The film is perfectly calibrated throughout as a tribute to Italian-American culture. Cage’s frequent histrionics are a tongue-in-cheek testament to fiery melodrama, as the numerous appreciative comments on the myriad of YouTube clips attest. But it’s a testament to the equally heightened passion of romance, and few actors would have the balance of earnestness and wild enthusiasm to so convincingly and non-creepily utter the line “I want you to come upstairs and get in my bed!” Watching and falling in love with Moonstruck is a reminder that there is one thing right about the myth of Nic Cage: he’s always an immense joy to watch.

Almost forty years have passed since the film’s release, and so it will be easy for many viewers to forget what a slice of beautiful movie magic it was. The biggest achievement was a Best Actress Academy Award win for Cher, who certainly deserved it thanks to the kind of magnetic screen presence that is rarely ever seen. It was a widely beloved film overall for its balance of humour and romance, and in today’s context feels like a much-welcomed follow up to the style of Breakfast at Tiffany’s (1960). In Cage, it highlights an energetic and unique talent who can be as chaotic as he can be deeply romantic. It’s an early indication of the genre-hopping brilliance of the rest of Cage’s career.

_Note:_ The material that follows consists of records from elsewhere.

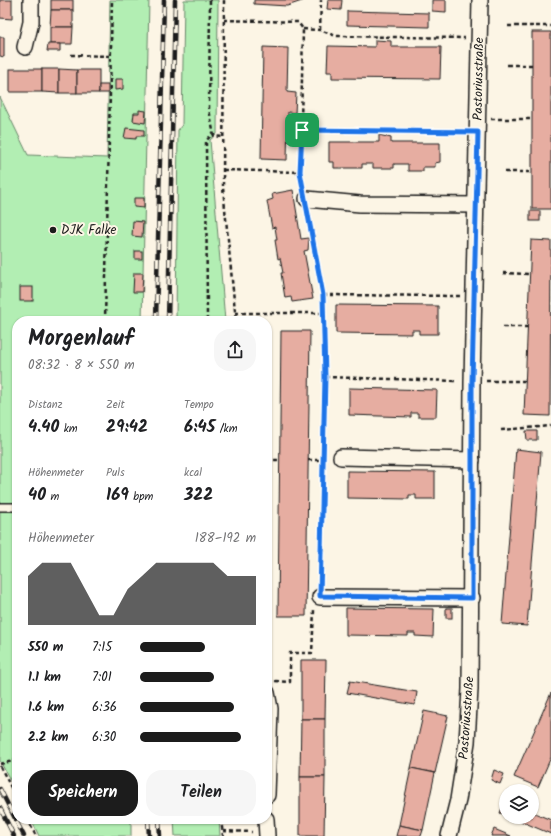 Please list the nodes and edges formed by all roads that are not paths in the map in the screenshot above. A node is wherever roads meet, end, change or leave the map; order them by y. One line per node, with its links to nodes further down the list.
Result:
1 (31, 0): 3 (street)
2 (480, 0): 5 (street, Pastoriusstraße)
3 (24, 47)
4 (307, 198): 5 (street)
5 (476, 205): 7 (street, Pastoriusstraße)
6 (341, 457): 7 (street)
7 (472, 460): 11 (street, Pastoriusstraße)
8 (0, 507): 9 (lane)
9 (12, 507)
10 (320, 596): 11 (street)
11 (472, 598): 12 (street, Pastoriusstraße)
12 (449, 836) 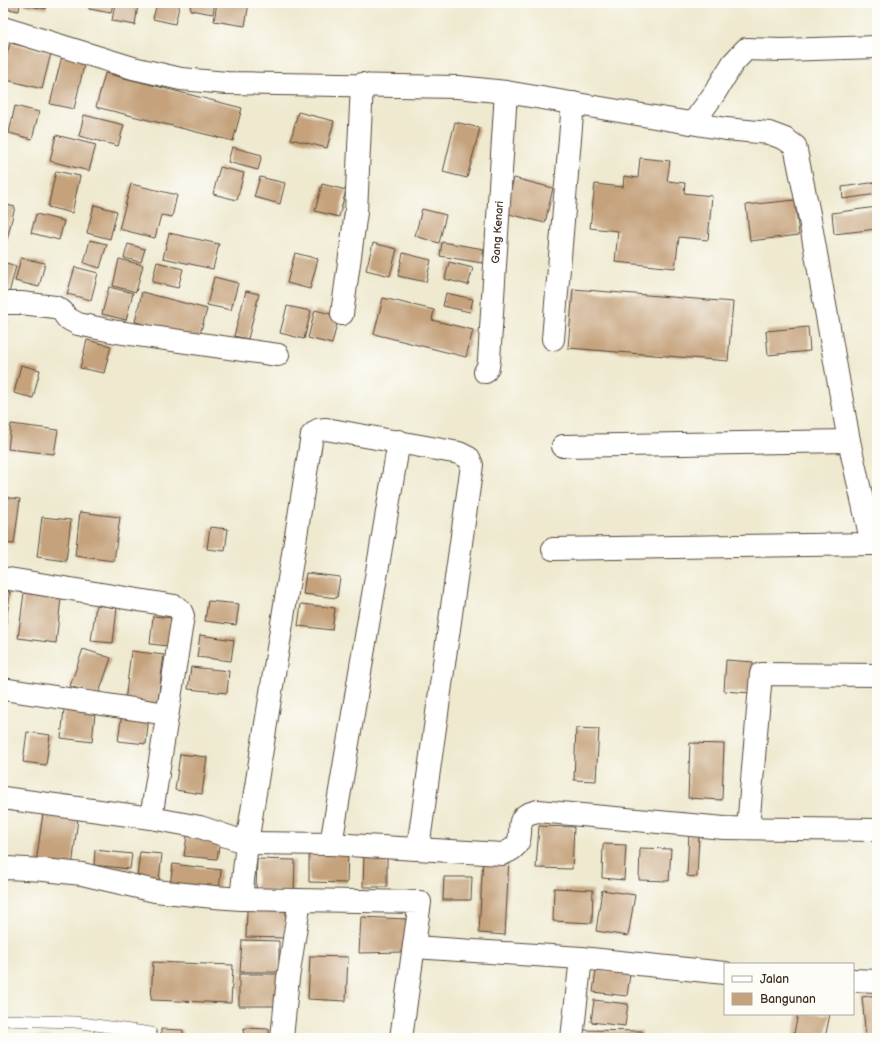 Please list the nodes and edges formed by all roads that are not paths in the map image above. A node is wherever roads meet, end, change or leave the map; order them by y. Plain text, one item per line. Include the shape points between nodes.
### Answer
1 (3, 28) edge
2 (877, 47) edge
3 (362, 84) junction
4 (506, 92) junction
5 (573, 103) junction
6 (693, 123) junction
7 (3, 303) edge
8 (342, 314) dead end
9 (553, 339) dead end
10 (278, 356) dead end
11 (486, 372) dead end
12 (849, 441) junction
13 (399, 442) junction
14 (563, 446) dead end
15 (553, 549) dead end
16 (3, 578) edge
17 (877, 675) edge
18 (3, 689) edge
19 (167, 714) junction
20 (3, 798) edge
21 (151, 818) junction
22 (748, 828) junction
23 (877, 830) edge
24 (247, 843) junction
25 (331, 844) junction
26 (418, 848) junction
27 (3, 869) edge
28 (241, 899) junction
29 (300, 900) junction
30 (414, 947) junction
31 (581, 958) junction
32 (724, 973) edge
33 (854, 980) edge
34 (877, 981) edge
35 (3, 1020) edge
36 (151, 1032) dead end
37 (282, 1038) edge
38 (401, 1038) edge
39 (572, 1038) edge

1 - 3 street via 132,68 181,79 227,83
2 - 6 street via 746,49 733,63
3 - 4 street via 458,87
3 - 8 street via 356,212
4 - 5 street
4 - 11 street, Gang Kenari via 489,360
5 - 6 street
5 - 9 street
6 - 12 street via 769,134 785,139 795,146
7 - 10 street via 55,307 78,324 117,332
12 - 14 street
12 - 15 street via 872,544
13 - 24 street via 326,429 318,430 312,435
13 - 25 street
13 - 26 street via 459,453 469,458 472,465
16 - 19 street via 175,606 179,609 183,616
17 - 22 street via 761,674
18 - 19 street
19 - 21 street
20 - 21 street
21 - 24 street via 200,827
22 - 23 street
22 - 26 street via 538,811 525,815 519,842 516,847 502,854
24 - 25 street
24 - 28 street
25 - 26 street
27 - 28 street via 82,874 155,891
28 - 29 street
29 - 30 street via 420,902
29 - 37 street
30 - 31 street
30 - 38 street
31 - 32 street
31 - 39 street
33 - 34 street
35 - 36 lane via 75,1022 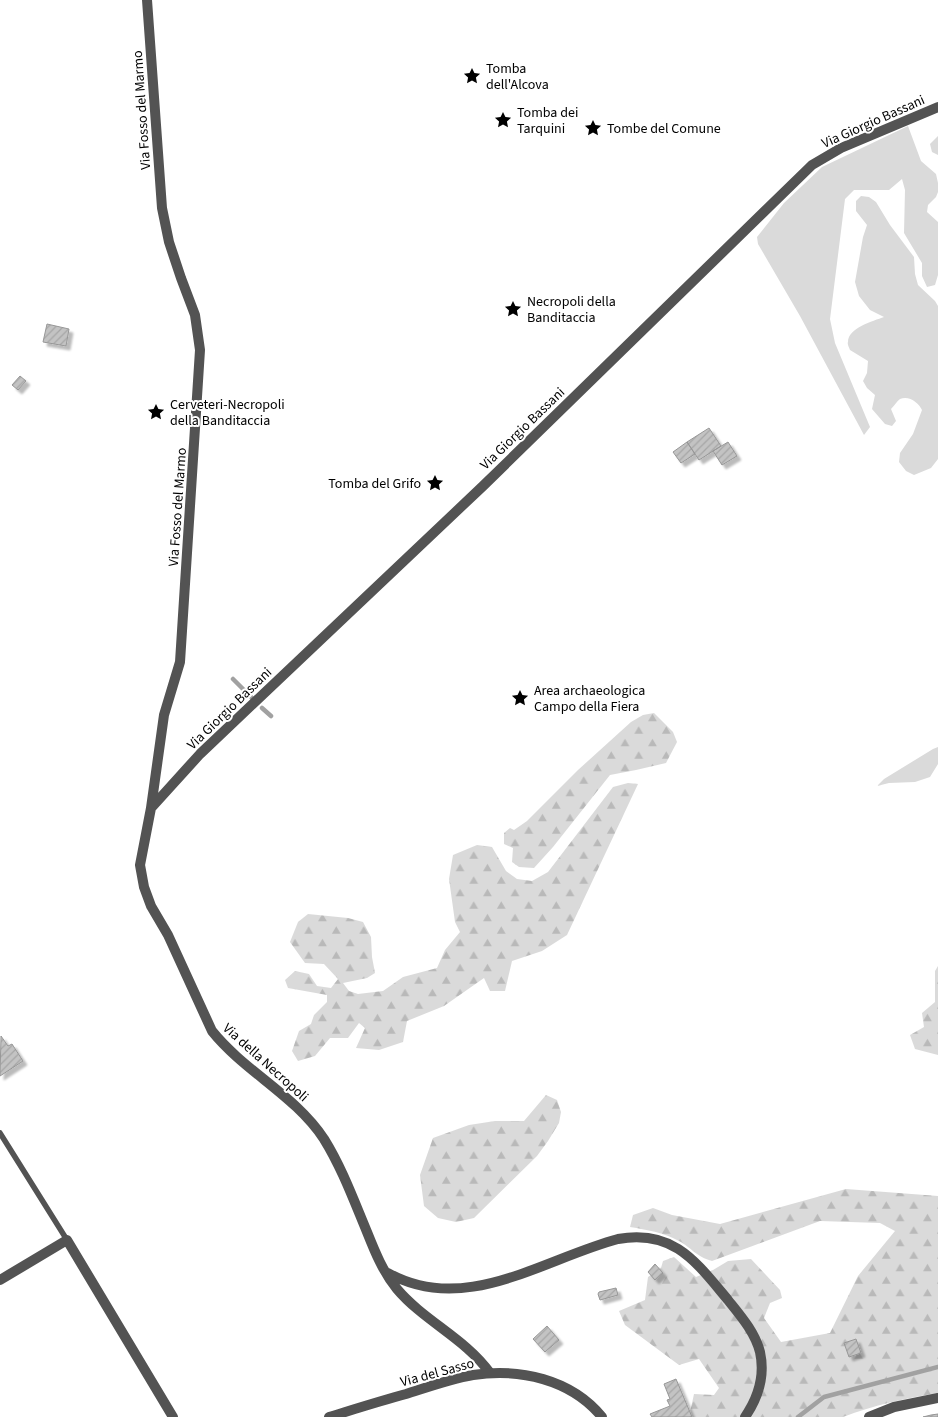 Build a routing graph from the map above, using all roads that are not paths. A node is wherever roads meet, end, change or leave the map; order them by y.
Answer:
1 (147, 0) edge
2 (938, 107) edge
3 (151, 808) junction
4 (0, 1132) edge
5 (67, 1240) junction
6 (384, 1271) junction
7 (0, 1280) edge
8 (490, 1373) junction
9 (938, 1398) edge
10 (173, 1417) edge
11 (329, 1417) edge
12 (602, 1417) edge
13 (746, 1417) edge
14 (869, 1417) edge

1 - 3 street, Via Fosso del Marmo
2 - 3 street, Via Giorgio Bassani
3 - 6 street, Via della Necropoli
4 - 5 lane
5 - 7 street
5 - 10 street
6 - 8 street, Via della Necropoli
6 - 13 street
8 - 11 street, Via del Sasso
8 - 12 street, Via del Sasso
9 - 14 street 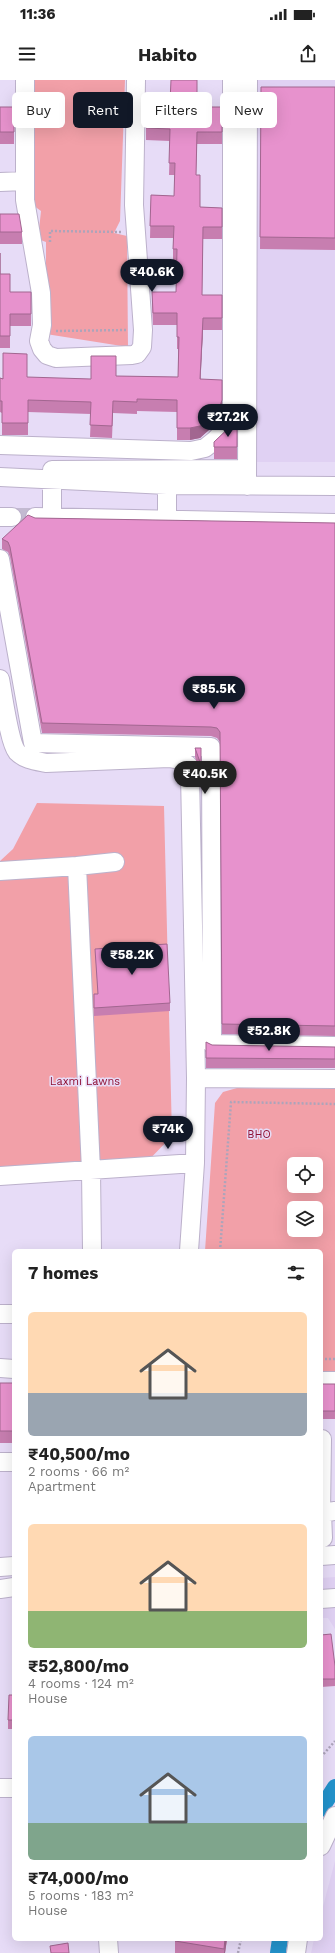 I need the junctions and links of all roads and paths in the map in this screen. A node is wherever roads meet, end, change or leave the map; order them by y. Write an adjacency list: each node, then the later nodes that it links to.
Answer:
1 (25, 80): 5 (street)
2 (136, 80): 5 (street)
3 (232, 80): 11 (street)
4 (248, 80): 13 (street)
5 (25, 181): 6 (street)
6 (0, 182)
7 (125, 233): 8 (path)
8 (50, 246)
9 (53, 324): 10 (path)
10 (132, 330)
11 (0, 445)
12 (0, 477): 14 (street)
13 (247, 478): 14 (street); 15 (street); 16 (street)
14 (52, 480): 15 (street); 17 (street)
15 (167, 485): 17 (street)
16 (335, 486)
17 (168, 519): 18 (street)
18 (335, 523)
19 (0, 559): 24 (street)
20 (0, 679): 25 (street)
21 (114, 862): 22 (street)
22 (77, 866): 23 (street); 29 (street)
23 (0, 871)
24 (335, 1046)
25 (196, 1078): 26 (street); 28 (street)
26 (335, 1079)
27 (335, 1104): 33 (path)
28 (195, 1163): 29 (street); 32 (street)
29 (91, 1170): 30 (street); 31 (street)
30 (0, 1176)
31 (92, 1249)
32 (189, 1249)
33 (220, 1249)
34 (0, 1314): 35 (street)
35 (12, 1314)
36 (323, 1359): 37 (path)
37 (335, 1359)
38 (0, 1368): 39 (street)
39 (12, 1368)
40 (323, 1381): 41 (street)
41 (335, 1381)
42 (323, 1457): 45 (street)
43 (0, 1462): 44 (street)
44 (12, 1462)
45 (326, 1512): 46 (street)
46 (326, 1538)
47 (335, 1555): 48 (street)
48 (323, 1556)
49 (12, 1566): 50 (street)
50 (0, 1567)
51 (12, 1587): 52 (street)
52 (0, 1589)
53 (335, 1598): 54 (street)
54 (323, 1599)
55 (335, 1741): 56 (path)
56 (323, 1755)
57 (0, 1788): 58 (street)
58 (12, 1788)
59 (335, 1816): 60 (street)
60 (323, 1842)
61 (108, 1941): 64 (street)
62 (241, 1941): 65 (path)
63 (298, 1941): 66 (street)
64 (109, 1953)
65 (238, 1953)
66 (296, 1953)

With such performances in mind, it seems that the internet is the biggest obstacle in the way of Nicolas Cage getting his due. Social media platforms thrive on the bite-sized clips of Nic performing in his “Cageiest” way, and as they proliferate they create a public image of him as an actor without subtlety. It’s hard to know, though, how much of an issue it would be if films like Joe, Pig, Leaving Las Vegas, and Moonstruck, were more readily available. Streaming services today, however, encourage people to follow the front page – and for many that makes discovering more niche works less likely than ever. Big business does a fantastic career no favours, nor serves a public who would get much more from seeing the breadth of work an actor like Nicolas Cage has established across five decades.

For those who decide to dive into this forty-year back catalogue, however, there are masterful works of so many stripes. It is undeniable that there has been a short period of missteps, yet there has also been so much variety – with action-adventures, thrillers, searing dramas, profoundly philosophical works, and almost everything in-between. Nicolas Cage’s career is one that shows an actor who has tried at every turn to select the most interesting projects possible. For those willing to explore, the result is a body of work that is captivating, mind bending, and deeply human.